Andrea's sense and sensibility swings like a pendulum, spins, if you will, and she is shaken by love's arrival in practically the same manner she is when it departs. We could all sing along to "Nothing Hurts Like This," as easily as we can all claim we had "such better things to do" before love pelted us numb. And the cost is dear, in Andrea's eyes, leaving its scar. This is the cause of being in a state of "Breaking Not Broken", as the song reminds us the spring time that suddenly arrived for everyone else earlier in the show is now "nowhere near" and she must "find a way to pass the time until it makes its way around here". And come again it will, as the Earth spins and we try to hold on... again.
"Flame In My Heart" and "Not A Pretty Pair" work together to raise and defile the same emotion, once more two-sided and volatile. Andrea's love is feast or famine and is nothing like the kind Lennon said was all we need. In a solid statement of reality, the erratic changeableness in affections is as natural as the sun the flame reaches to meet.
Andrea's lightness of being shines in melody and muse in "Happier Than Ever". The very weight of this melody redefines the word "happy" and as she sings in a voice we could imagine is much like was Emily Dickinson's, hope does have wings and is that thing flying away. "Throw Me A Line", she sings next, though with no remorse, asking for divine help, for something greater than what we can ever believe to come into the warped picture.
Just as it sounds like Andrea has given up the ghost, she embraces the illusion, she seems to understand the dream her lover said set the scenes for her despair and delight.
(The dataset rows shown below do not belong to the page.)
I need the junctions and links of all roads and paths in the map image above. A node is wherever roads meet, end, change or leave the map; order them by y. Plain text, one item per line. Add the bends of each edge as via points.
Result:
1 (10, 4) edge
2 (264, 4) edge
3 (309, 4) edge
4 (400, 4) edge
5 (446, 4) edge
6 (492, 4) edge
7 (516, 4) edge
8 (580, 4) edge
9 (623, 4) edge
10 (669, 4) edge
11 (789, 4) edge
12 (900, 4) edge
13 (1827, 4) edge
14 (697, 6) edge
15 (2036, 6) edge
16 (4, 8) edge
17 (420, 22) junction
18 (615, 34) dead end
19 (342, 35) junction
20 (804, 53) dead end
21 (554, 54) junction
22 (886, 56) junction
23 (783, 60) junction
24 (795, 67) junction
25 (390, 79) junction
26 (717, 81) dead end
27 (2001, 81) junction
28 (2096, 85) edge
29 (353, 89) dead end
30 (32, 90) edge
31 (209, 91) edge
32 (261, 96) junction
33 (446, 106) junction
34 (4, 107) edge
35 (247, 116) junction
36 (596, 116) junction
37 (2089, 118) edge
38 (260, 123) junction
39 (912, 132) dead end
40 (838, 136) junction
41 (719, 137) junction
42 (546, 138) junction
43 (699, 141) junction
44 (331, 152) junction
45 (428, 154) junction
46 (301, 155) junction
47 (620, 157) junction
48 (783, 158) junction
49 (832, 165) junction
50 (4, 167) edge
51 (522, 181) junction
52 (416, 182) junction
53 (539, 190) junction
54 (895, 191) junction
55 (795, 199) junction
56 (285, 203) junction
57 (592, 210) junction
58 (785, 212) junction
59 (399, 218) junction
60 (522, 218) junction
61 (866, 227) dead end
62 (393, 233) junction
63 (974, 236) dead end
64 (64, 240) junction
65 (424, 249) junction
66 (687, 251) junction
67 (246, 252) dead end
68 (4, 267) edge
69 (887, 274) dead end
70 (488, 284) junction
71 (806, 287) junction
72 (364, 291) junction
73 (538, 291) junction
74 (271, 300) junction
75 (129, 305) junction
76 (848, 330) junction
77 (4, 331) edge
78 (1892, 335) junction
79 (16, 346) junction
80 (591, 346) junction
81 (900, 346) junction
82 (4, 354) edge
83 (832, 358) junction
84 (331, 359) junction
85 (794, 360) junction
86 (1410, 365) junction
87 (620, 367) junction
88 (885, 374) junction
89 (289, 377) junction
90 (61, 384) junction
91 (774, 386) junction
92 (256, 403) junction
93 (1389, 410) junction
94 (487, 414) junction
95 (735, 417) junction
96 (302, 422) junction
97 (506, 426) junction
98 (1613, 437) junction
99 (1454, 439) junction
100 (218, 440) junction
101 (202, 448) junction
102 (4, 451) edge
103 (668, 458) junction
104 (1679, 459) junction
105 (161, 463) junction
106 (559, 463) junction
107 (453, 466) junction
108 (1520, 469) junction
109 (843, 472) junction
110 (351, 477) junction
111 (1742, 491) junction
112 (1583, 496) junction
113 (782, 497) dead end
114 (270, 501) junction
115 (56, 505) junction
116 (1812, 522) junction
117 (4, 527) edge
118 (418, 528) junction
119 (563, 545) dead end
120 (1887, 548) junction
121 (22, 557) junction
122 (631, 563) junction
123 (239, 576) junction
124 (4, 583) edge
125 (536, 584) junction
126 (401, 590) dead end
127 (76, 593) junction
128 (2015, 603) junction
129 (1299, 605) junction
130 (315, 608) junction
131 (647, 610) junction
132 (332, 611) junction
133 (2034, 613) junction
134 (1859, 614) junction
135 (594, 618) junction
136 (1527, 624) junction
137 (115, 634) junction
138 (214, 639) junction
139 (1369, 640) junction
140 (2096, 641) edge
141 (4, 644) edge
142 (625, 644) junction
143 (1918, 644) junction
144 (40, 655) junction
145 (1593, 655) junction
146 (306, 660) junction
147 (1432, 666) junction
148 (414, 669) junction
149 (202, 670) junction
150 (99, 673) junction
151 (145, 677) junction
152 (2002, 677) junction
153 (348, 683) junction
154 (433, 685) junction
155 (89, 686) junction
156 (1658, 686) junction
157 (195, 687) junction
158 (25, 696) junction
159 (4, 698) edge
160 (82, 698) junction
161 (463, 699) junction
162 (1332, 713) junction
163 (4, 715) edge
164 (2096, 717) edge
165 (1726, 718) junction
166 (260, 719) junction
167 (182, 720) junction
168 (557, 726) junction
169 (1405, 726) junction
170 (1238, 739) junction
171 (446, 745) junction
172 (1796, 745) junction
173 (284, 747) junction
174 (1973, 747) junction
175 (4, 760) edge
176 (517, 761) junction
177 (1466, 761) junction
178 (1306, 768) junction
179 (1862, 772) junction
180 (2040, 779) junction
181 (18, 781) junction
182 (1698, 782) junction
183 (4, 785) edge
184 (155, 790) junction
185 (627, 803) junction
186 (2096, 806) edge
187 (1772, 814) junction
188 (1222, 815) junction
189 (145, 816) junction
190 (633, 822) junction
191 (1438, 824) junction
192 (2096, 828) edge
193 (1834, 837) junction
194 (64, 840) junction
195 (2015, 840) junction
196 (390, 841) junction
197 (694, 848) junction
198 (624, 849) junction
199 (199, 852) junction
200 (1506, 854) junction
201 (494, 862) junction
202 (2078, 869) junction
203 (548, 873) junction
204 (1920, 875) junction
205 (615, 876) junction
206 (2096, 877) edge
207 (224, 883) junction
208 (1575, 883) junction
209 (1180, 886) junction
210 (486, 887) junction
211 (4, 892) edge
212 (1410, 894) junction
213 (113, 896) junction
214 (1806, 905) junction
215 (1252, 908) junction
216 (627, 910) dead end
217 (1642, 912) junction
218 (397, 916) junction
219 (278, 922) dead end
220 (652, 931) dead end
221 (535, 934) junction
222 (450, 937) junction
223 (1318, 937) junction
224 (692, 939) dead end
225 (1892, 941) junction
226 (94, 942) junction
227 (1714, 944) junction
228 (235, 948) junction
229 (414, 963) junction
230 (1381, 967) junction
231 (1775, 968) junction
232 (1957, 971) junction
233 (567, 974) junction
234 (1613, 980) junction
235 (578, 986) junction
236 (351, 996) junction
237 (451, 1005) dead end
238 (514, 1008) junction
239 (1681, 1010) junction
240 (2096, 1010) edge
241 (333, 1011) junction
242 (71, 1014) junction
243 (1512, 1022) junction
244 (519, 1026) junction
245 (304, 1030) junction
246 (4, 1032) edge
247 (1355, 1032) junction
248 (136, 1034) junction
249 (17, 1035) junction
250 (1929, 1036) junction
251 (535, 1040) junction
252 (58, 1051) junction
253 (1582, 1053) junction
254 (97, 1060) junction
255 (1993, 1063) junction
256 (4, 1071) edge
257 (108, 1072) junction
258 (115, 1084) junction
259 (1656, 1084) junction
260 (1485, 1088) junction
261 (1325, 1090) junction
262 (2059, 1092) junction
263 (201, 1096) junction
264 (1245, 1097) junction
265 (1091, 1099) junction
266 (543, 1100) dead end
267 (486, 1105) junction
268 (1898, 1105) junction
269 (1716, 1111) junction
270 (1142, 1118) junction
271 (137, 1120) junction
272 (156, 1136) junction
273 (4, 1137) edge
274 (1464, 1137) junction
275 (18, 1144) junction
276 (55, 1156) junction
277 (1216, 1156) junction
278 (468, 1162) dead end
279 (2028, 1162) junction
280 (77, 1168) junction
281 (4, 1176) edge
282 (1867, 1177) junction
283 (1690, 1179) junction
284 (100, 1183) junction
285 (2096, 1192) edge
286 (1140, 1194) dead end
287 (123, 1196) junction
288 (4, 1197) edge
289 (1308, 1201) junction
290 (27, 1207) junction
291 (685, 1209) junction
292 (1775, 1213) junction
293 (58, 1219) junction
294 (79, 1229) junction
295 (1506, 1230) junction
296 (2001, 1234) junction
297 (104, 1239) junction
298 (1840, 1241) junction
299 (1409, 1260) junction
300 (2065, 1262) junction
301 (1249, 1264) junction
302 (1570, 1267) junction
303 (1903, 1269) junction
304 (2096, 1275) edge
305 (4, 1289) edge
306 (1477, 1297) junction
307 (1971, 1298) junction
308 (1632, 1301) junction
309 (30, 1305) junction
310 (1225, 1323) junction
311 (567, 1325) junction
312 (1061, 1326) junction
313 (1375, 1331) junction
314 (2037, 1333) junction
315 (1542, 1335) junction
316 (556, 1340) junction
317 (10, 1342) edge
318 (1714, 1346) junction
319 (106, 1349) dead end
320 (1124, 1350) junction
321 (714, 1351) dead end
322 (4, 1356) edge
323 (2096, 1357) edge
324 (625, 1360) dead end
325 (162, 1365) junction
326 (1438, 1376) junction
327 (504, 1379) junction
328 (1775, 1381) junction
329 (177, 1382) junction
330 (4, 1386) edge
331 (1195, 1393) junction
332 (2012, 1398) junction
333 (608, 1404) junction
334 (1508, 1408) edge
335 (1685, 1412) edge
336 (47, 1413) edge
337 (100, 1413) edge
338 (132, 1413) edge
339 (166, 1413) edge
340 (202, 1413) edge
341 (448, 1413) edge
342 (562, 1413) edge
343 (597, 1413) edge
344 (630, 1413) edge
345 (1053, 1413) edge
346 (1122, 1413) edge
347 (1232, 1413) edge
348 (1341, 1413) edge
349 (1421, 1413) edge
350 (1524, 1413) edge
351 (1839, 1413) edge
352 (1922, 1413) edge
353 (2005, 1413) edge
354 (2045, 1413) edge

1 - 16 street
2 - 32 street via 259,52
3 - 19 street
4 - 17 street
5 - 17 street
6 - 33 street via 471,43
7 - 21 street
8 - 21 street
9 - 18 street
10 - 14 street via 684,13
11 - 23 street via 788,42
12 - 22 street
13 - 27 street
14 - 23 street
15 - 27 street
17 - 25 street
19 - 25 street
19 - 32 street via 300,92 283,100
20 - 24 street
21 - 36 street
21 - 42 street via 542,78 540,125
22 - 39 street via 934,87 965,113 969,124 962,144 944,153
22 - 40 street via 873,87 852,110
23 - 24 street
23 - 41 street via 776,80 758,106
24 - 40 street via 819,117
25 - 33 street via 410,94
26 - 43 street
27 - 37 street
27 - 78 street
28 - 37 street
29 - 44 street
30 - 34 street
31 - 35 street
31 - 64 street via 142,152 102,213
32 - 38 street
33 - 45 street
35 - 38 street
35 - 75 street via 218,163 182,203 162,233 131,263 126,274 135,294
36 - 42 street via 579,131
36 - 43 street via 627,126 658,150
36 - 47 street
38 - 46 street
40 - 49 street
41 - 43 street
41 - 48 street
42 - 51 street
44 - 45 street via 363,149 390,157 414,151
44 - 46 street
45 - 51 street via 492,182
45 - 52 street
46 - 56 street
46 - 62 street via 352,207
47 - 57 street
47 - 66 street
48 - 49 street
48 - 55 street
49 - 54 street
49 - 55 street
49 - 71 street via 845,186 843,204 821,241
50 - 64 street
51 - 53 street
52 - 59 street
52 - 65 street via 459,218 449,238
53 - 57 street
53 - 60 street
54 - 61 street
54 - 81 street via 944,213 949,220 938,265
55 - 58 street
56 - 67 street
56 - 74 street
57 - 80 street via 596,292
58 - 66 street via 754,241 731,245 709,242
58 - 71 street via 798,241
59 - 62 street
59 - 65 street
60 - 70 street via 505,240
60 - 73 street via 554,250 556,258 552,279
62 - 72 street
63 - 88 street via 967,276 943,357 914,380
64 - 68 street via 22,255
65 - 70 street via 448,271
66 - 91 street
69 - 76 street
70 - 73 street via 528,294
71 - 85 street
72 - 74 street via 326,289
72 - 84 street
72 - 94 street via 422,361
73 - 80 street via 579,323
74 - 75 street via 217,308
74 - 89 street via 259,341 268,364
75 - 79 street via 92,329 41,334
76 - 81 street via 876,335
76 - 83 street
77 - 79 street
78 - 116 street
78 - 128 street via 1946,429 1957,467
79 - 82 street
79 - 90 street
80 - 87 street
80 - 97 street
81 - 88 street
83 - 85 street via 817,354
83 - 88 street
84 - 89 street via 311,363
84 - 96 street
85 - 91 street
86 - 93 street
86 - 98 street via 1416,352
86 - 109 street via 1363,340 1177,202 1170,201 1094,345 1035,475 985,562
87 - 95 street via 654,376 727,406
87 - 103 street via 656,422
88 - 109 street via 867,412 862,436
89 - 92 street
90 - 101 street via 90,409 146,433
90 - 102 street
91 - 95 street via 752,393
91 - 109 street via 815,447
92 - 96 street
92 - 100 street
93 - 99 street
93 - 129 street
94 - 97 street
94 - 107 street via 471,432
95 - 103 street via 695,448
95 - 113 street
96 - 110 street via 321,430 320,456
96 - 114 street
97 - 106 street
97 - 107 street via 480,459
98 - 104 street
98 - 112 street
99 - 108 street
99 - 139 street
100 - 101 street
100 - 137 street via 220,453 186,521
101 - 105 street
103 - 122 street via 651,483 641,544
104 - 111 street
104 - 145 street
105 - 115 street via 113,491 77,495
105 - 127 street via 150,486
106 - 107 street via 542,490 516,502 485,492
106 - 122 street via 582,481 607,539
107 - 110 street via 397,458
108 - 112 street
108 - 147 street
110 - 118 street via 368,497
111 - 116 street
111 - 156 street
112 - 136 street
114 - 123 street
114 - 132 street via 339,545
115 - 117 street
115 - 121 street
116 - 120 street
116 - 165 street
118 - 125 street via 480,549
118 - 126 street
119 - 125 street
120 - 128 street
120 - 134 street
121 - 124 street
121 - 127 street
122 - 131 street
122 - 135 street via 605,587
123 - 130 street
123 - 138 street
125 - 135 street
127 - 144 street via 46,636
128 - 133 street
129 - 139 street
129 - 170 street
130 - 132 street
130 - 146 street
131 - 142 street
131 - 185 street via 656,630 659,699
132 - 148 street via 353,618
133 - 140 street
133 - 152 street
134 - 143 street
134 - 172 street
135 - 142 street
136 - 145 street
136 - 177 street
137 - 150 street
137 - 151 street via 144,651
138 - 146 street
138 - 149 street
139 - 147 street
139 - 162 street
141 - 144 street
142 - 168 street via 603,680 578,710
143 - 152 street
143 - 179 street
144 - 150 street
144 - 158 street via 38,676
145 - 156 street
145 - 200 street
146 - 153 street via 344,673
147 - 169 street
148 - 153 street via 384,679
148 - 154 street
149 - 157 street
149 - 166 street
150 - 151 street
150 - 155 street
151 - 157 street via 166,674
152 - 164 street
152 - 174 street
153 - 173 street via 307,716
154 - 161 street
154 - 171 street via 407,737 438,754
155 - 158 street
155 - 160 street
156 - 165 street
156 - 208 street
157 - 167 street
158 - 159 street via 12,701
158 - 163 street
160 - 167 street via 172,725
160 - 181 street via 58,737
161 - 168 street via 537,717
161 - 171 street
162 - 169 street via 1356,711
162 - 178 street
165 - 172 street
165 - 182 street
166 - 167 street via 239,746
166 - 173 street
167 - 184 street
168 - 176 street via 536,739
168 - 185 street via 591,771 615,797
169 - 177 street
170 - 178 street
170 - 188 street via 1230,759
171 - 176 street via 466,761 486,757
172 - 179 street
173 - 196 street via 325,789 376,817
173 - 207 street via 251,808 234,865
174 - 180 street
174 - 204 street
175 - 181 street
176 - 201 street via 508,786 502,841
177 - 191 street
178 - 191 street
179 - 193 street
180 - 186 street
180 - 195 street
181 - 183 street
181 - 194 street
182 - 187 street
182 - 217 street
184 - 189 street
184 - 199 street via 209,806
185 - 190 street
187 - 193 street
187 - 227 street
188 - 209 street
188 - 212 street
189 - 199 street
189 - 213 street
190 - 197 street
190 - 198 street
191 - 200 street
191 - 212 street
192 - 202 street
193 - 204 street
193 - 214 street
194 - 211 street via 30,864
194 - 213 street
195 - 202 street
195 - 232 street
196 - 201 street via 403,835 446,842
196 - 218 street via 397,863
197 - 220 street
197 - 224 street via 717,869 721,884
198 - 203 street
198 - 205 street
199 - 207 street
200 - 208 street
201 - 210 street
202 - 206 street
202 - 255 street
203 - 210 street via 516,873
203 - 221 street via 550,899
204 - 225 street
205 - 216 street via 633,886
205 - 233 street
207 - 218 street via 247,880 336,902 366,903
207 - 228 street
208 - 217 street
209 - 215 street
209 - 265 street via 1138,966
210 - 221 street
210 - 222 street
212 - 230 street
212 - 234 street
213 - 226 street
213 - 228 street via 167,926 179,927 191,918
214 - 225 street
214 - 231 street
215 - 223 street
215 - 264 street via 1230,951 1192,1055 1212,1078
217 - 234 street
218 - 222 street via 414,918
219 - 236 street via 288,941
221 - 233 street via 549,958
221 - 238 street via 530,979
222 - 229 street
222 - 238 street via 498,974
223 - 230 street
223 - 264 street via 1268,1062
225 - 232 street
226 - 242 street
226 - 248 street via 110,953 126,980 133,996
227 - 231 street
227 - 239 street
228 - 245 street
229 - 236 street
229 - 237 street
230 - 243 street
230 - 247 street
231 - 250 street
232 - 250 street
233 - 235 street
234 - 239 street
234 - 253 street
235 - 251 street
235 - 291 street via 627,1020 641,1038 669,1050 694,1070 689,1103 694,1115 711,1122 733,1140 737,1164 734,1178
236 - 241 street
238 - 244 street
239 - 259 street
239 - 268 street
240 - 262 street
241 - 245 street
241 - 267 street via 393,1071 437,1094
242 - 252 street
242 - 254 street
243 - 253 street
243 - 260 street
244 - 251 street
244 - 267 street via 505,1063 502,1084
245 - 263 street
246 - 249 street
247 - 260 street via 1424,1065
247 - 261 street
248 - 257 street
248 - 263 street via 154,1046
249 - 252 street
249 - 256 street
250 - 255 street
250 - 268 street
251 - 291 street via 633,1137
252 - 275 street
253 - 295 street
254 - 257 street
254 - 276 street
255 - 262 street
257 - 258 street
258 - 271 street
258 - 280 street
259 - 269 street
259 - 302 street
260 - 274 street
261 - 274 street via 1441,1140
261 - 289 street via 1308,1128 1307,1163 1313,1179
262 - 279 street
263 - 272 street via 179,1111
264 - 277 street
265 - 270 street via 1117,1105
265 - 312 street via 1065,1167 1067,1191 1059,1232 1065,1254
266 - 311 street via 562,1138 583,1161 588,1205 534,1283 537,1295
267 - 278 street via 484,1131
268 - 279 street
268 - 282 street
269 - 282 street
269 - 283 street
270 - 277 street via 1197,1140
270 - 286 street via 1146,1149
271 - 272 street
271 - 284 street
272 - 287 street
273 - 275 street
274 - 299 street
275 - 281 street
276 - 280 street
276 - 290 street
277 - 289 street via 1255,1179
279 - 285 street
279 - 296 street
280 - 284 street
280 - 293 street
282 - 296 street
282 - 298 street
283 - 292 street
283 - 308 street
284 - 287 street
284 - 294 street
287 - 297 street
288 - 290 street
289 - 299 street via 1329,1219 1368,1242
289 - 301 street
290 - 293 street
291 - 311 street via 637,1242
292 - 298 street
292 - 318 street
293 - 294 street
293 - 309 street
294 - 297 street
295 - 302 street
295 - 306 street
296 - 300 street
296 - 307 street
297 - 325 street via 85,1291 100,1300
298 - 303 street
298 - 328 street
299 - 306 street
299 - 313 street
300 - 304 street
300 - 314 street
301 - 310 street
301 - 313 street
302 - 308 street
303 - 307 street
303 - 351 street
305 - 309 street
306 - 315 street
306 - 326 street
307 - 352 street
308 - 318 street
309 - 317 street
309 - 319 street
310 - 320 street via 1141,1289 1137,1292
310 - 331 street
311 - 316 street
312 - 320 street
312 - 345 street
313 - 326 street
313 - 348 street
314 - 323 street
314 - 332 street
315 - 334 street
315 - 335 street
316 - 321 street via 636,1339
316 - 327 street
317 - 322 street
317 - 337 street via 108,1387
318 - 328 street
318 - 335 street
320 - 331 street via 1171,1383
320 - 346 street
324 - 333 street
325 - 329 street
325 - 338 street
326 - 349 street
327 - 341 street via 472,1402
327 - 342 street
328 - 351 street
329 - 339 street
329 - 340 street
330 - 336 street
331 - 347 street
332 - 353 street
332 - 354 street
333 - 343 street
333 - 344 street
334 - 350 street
So, when the chorus of "Welcome Home" sounds we are lifted to the bravado of the journey through the strange consciousness that we barely want to believe has no true duality. In the special way that The Beatles led the masses to the realization that we will "carry that weight a long time" without ever committing to the length of the task, Andrea welcomes us all to the self-actualizing moment that always looms but never materializes.
It is no surprise to me that the contents of this CD begin with a slight drone before the first track and end with Andrea's faded hum, like the sound of a mantra, as "Alright With Me" fades into oblivion. The full circle of enlightenment, though ineffable, is expressed in the CD's closing lyrics:
"Someday we'll slip out of our skin
and never come this way again.
It's alright with me
It's alright with me."
There is no tedious moralization in Andrea's vocal tones, lyrics or harmonious devices. "Four" in itself has no hidden meaning; it is her fourth CD. Still, her personal message, especially as a mature artist, is a product of a living language, using direct intuitive insight that trusts intuition, not faith, at its core. And four could be interpreted as two pair, one struggling to stay together and the other struggling to be together.
The result is that "Four" stands up as one of the new millennium's finest works, independent or not, and Andrea Perry is a prodigious voice of the era.